> _Instructions to follow_:
Nothing but the data itself, reproduced exactly, is the expected answer.

> _Data for this exercise_:
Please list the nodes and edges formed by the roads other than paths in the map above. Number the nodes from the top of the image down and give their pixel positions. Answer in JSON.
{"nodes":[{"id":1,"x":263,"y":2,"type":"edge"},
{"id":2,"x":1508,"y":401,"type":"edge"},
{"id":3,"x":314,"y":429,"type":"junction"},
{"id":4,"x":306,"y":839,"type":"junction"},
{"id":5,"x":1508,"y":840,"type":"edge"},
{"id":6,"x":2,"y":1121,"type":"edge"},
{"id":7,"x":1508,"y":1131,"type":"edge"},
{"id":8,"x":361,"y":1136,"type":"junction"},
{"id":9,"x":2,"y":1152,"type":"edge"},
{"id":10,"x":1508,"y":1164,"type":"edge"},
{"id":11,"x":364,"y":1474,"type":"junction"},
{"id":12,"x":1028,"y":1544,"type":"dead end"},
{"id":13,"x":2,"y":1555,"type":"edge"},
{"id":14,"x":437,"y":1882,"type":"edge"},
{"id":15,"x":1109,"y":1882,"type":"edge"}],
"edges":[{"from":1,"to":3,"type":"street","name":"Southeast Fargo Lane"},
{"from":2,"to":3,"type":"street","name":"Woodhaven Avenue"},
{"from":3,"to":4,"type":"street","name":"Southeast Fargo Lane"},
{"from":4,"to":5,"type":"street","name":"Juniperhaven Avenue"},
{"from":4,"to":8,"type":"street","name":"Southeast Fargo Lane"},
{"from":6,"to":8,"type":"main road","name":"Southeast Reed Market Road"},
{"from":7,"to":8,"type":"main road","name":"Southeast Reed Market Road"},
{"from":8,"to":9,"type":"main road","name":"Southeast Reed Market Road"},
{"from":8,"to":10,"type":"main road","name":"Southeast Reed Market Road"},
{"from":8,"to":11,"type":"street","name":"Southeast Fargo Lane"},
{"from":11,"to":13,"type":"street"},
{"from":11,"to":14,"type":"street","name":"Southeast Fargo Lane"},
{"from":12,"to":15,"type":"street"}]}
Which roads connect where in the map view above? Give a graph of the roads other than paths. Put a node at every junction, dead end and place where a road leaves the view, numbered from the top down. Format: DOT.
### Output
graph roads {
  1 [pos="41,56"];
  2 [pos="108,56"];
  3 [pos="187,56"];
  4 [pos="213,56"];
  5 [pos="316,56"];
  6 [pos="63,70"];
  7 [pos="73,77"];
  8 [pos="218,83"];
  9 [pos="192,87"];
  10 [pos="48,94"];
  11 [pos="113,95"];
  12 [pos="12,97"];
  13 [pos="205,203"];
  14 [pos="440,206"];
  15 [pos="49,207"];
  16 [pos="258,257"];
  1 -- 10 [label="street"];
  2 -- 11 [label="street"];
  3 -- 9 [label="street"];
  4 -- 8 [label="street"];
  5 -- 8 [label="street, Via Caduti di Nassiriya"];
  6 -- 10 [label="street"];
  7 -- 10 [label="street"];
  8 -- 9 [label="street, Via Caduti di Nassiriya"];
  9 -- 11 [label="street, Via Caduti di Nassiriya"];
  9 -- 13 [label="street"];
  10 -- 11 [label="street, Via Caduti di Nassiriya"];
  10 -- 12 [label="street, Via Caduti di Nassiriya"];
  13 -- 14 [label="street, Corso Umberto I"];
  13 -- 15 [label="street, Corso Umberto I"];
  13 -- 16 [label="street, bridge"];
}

> _Exercise answer_:
Please list the nodes and edges formed by the roads other than paths in the map above. Number the nodes from the top of the image down and give their pixel positions. Answer in JSON.
{"nodes":[{"id":1,"x":263,"y":2,"type":"edge"},
{"id":2,"x":1508,"y":401,"type":"edge"},
{"id":3,"x":314,"y":429,"type":"junction"},
{"id":4,"x":306,"y":839,"type":"junction"},
{"id":5,"x":1508,"y":840,"type":"edge"},
{"id":6,"x":2,"y":1121,"type":"edge"},
{"id":7,"x":1508,"y":1131,"type":"edge"},
{"id":8,"x":361,"y":1136,"type":"junction"},
{"id":9,"x":2,"y":1152,"type":"edge"},
{"id":10,"x":1508,"y":1164,"type":"edge"},
{"id":11,"x":364,"y":1474,"type":"junction"},
{"id":12,"x":1028,"y":1544,"type":"dead end"},
{"id":13,"x":2,"y":1555,"type":"edge"},
{"id":14,"x":437,"y":1882,"type":"edge"},
{"id":15,"x":1109,"y":1882,"type":"edge"}],
"edges":[{"from":1,"to":3,"type":"street","name":"Southeast Fargo Lane"},
{"from":2,"to":3,"type":"street","name":"Woodhaven Avenue"},
{"from":3,"to":4,"type":"street","name":"Southeast Fargo Lane"},
{"from":4,"to":5,"type":"street","name":"Juniperhaven Avenue"},
{"from":4,"to":8,"type":"street","name":"Southeast Fargo Lane"},
{"from":6,"to":8,"type":"main road","name":"Southeast Reed Market Road"},
{"from":7,"to":8,"type":"main road","name":"Southeast Reed Market Road"},
{"from":8,"to":9,"type":"main road","name":"Southeast Reed Market Road"},
{"from":8,"to":10,"type":"main road","name":"Southeast Reed Market Road"},
{"from":8,"to":11,"type":"street","name":"Southeast Fargo Lane"},
{"from":11,"to":13,"type":"street"},
{"from":11,"to":14,"type":"street","name":"Southeast Fargo Lane"},
{"from":12,"to":15,"type":"street"}]}
Which roads connect where in the map view above? Give a graph of the roads other than paths. Put a node at every junction, dead end and place where a road leaves the view, numbered from the top down. Format: DOT.
### Output
graph roads {
  1 [pos="41,56"];
  2 [pos="108,56"];
  3 [pos="187,56"];
  4 [pos="213,56"];
  5 [pos="316,56"];
  6 [pos="63,70"];
  7 [pos="73,77"];
  8 [pos="218,83"];
  9 [pos="192,87"];
  10 [pos="48,94"];
  11 [pos="113,95"];
  12 [pos="12,97"];
  13 [pos="205,203"];
  14 [pos="440,206"];
  15 [pos="49,207"];
  16 [pos="258,257"];
  1 -- 10 [label="street"];
  2 -- 11 [label="street"];
  3 -- 9 [label="street"];
  4 -- 8 [label="street"];
  5 -- 8 [label="street, Via Caduti di Nassiriya"];
  6 -- 10 [label="street"];
  7 -- 10 [label="street"];
  8 -- 9 [label="street, Via Caduti di Nassiriya"];
  9 -- 11 [label="street, Via Caduti di Nassiriya"];
  9 -- 13 [label="street"];
  10 -- 11 [label="street, Via Caduti di Nassiriya"];
  10 -- 12 [label="street, Via Caduti di Nassiriya"];
  13 -- 14 [label="street, Corso Umberto I"];
  13 -- 15 [label="street, Corso Umberto I"];
  13 -- 16 [label="street, bridge"];
}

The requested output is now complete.